Records supplied: Begin

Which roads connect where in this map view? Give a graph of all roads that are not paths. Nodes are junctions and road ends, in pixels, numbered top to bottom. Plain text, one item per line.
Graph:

Records supplied: End
Records supplied: Begin

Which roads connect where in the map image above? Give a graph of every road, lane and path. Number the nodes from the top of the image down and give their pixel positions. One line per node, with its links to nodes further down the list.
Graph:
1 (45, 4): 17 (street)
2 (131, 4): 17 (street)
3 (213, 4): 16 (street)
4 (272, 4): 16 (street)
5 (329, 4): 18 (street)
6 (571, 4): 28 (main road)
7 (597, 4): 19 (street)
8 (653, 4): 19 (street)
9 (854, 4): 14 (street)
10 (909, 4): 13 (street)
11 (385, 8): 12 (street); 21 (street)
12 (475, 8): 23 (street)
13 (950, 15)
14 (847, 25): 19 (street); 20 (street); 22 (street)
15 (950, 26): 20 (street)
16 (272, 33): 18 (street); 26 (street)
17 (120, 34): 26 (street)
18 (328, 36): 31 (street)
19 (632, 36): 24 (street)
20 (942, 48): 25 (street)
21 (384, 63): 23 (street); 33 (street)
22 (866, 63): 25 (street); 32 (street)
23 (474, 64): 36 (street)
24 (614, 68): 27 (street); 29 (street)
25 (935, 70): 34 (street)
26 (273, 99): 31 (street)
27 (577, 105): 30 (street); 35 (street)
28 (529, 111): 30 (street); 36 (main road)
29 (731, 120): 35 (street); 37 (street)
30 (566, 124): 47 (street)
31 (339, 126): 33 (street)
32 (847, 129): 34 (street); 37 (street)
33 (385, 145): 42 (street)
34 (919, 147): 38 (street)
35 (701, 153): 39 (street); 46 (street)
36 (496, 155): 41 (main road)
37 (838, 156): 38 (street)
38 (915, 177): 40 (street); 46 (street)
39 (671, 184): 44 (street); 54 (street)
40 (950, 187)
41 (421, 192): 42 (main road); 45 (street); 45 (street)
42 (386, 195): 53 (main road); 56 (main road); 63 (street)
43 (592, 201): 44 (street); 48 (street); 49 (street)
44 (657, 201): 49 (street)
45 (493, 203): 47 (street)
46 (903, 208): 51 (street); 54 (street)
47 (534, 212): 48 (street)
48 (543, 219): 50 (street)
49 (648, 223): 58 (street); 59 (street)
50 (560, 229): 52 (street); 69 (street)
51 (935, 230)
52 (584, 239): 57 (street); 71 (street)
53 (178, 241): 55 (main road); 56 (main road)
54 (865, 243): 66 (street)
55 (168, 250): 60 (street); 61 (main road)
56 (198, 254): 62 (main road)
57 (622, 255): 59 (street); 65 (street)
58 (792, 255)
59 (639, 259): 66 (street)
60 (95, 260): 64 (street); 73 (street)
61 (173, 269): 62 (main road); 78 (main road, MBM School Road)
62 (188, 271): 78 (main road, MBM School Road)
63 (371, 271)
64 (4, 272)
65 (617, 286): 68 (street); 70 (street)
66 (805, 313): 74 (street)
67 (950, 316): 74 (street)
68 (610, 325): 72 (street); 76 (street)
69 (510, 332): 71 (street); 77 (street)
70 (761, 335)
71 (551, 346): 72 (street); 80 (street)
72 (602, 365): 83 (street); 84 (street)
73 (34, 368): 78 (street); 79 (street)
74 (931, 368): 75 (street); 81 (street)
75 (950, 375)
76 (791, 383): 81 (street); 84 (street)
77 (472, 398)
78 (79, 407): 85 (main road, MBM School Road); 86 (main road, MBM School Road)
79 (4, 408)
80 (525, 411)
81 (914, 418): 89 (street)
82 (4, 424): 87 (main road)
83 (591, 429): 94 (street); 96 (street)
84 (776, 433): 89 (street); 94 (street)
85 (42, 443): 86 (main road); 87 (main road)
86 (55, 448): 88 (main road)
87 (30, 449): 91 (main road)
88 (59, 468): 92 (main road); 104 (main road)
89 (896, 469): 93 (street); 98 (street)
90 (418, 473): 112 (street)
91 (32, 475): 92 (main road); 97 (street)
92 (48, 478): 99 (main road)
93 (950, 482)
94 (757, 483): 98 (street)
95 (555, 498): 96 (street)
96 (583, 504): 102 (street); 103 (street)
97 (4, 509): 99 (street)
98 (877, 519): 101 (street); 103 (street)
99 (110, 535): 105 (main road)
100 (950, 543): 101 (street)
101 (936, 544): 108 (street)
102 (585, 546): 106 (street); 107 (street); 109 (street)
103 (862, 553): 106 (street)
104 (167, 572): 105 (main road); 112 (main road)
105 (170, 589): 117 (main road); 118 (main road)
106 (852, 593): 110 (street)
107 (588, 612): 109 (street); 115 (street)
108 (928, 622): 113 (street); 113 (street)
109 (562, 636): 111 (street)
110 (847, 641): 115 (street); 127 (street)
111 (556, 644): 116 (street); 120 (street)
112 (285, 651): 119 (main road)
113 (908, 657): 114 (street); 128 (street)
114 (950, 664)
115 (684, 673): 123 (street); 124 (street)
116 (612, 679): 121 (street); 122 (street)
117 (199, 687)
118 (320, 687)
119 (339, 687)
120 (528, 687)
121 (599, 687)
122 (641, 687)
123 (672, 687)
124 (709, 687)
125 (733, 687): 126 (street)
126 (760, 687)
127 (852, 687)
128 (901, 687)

Records supplied: End

§ **How to complete this task**:
Your response should contain each line of the entries above that holds the string "where".

§ **Answer to this exercise**:
Which roads connect where in this map view? Give a graph of all roads that are not paths. Nodes are junctions and road ends, in pixels, numbered top to bottom. Plain text, one item per line.
Which roads connect where in the map image above? Give a graph of every road, lane and path. Number the nodes from the top of the image down and give their pixel positions. One line per node, with its links to nodes further down the list.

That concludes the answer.